Entries taken from a collection
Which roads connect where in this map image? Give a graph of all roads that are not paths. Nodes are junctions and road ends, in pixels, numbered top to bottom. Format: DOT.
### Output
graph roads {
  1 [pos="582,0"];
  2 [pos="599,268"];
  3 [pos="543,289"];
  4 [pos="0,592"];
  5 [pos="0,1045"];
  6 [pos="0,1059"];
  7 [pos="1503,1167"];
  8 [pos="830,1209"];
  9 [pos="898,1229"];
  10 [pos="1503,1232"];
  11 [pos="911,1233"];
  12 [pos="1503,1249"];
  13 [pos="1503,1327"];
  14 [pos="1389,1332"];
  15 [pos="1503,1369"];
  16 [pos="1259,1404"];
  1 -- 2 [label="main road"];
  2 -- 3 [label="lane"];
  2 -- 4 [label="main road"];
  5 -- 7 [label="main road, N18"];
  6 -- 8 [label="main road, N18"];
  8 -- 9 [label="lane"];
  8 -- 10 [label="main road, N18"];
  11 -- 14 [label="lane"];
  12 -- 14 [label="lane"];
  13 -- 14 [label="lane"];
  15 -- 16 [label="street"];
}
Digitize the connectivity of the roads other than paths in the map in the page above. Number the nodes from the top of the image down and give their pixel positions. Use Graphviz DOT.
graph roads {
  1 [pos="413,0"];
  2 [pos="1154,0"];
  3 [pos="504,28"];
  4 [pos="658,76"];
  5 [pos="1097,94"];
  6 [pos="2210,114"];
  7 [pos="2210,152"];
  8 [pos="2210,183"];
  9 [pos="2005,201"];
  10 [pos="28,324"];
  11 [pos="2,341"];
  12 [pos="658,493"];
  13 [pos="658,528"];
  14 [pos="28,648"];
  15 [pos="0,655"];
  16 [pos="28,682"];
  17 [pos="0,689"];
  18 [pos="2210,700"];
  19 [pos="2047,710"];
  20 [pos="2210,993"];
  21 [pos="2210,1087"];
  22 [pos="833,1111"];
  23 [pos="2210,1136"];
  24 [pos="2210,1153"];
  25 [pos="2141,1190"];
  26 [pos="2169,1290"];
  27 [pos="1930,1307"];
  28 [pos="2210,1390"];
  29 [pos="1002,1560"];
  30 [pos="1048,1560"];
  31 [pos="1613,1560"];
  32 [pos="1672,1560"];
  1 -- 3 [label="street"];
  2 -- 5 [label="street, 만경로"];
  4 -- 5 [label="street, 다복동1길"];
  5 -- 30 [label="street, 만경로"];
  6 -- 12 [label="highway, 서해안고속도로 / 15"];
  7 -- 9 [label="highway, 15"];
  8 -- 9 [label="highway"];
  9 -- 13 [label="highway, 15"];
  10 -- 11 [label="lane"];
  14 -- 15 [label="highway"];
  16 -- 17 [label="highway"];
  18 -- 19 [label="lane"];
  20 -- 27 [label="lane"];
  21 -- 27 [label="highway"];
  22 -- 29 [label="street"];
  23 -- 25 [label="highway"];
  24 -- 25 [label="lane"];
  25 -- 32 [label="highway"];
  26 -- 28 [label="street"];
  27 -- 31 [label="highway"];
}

* **DESCRIPTION OF THE TASK**:
Filter the entries and keep only the lines holding "lane".

* **WRITTEN REPLY**:
  2 -- 3 [label="lane"];
  8 -- 9 [label="lane"];
  11 -- 14 [label="lane"];
  12 -- 14 [label="lane"];
  13 -- 14 [label="lane"];
  10 -- 11 [label="lane"];
  18 -- 19 [label="lane"];
  20 -- 27 [label="lane"];
  24 -- 25 [label="lane"];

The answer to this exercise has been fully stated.